Value-Spectrum: Quantifying Preferences of Vision-Language Models via Value Decomposition in Social Media Contexts
Jingxuan Li, Yuning Yang, Shengqi Yang, Linfan Zhang, Ying Nian Wu

TL;DR
This paper introduces Value-Spectrum, a new benchmark for evaluating vision-language models on their understanding of human values and preferences through a large-scale video dataset and value-based questions.
Contribution
It presents a novel VQA benchmark based on Schwartz's value dimensions and a pipeline for simulating video browsing with diverse social media content.
Findings
VLMs show significant variation in handling value-oriented content.
VLMs can adopt specific personas when prompted.
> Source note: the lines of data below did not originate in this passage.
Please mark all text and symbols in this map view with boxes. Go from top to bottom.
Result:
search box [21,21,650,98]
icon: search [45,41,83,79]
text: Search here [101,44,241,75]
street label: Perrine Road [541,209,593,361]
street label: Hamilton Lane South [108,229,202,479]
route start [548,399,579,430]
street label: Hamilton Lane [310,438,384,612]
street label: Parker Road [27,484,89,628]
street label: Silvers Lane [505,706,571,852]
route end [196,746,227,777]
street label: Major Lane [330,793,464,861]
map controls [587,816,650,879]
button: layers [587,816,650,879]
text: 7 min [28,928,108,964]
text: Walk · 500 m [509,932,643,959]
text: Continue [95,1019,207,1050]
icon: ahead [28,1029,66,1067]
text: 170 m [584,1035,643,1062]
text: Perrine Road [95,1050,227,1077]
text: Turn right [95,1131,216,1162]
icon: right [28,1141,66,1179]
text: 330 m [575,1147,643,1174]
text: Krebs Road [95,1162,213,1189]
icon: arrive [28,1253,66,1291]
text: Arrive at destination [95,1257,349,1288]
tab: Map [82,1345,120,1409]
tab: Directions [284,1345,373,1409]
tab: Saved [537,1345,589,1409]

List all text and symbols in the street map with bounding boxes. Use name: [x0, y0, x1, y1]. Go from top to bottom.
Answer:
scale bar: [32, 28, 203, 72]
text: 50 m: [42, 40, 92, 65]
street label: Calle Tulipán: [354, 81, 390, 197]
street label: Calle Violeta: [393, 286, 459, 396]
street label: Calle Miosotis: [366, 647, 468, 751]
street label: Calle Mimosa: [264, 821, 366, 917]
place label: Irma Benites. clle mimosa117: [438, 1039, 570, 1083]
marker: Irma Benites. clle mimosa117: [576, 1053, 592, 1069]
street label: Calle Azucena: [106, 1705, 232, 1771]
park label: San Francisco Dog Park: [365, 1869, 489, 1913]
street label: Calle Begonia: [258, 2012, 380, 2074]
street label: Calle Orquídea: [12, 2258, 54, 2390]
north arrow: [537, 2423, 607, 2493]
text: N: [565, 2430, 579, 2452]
Value-Spectrum effectively tracks VLM preferences in value-based tasks.
Abstract
The recent progress in Vision-Language Models (VLMs) has broadened the scope of multimodal applications. However, evaluations often remain limited to functional tasks, neglecting abstract dimensions such as personality traits and human values. To address this gap, we introduce Value-Spectrum, a novel Visual Question Answering (VQA) benchmark aimed at assessing VLMs based on Schwartz's value dimensions that capture core human values guiding people's preferences and actions. We design a VLM agent pipeline to simulate video browsing and construct a vector database comprising over 50,000 short videos from TikTok, YouTube Shorts, and Instagram Reels. These videos span multiple months and cover diverse topics, including family, health, hobbies, society, technology, etc. Benchmarking on Value-Spectrum highlights notable variations in how VLMs handle value-oriented content. Beyond identifying…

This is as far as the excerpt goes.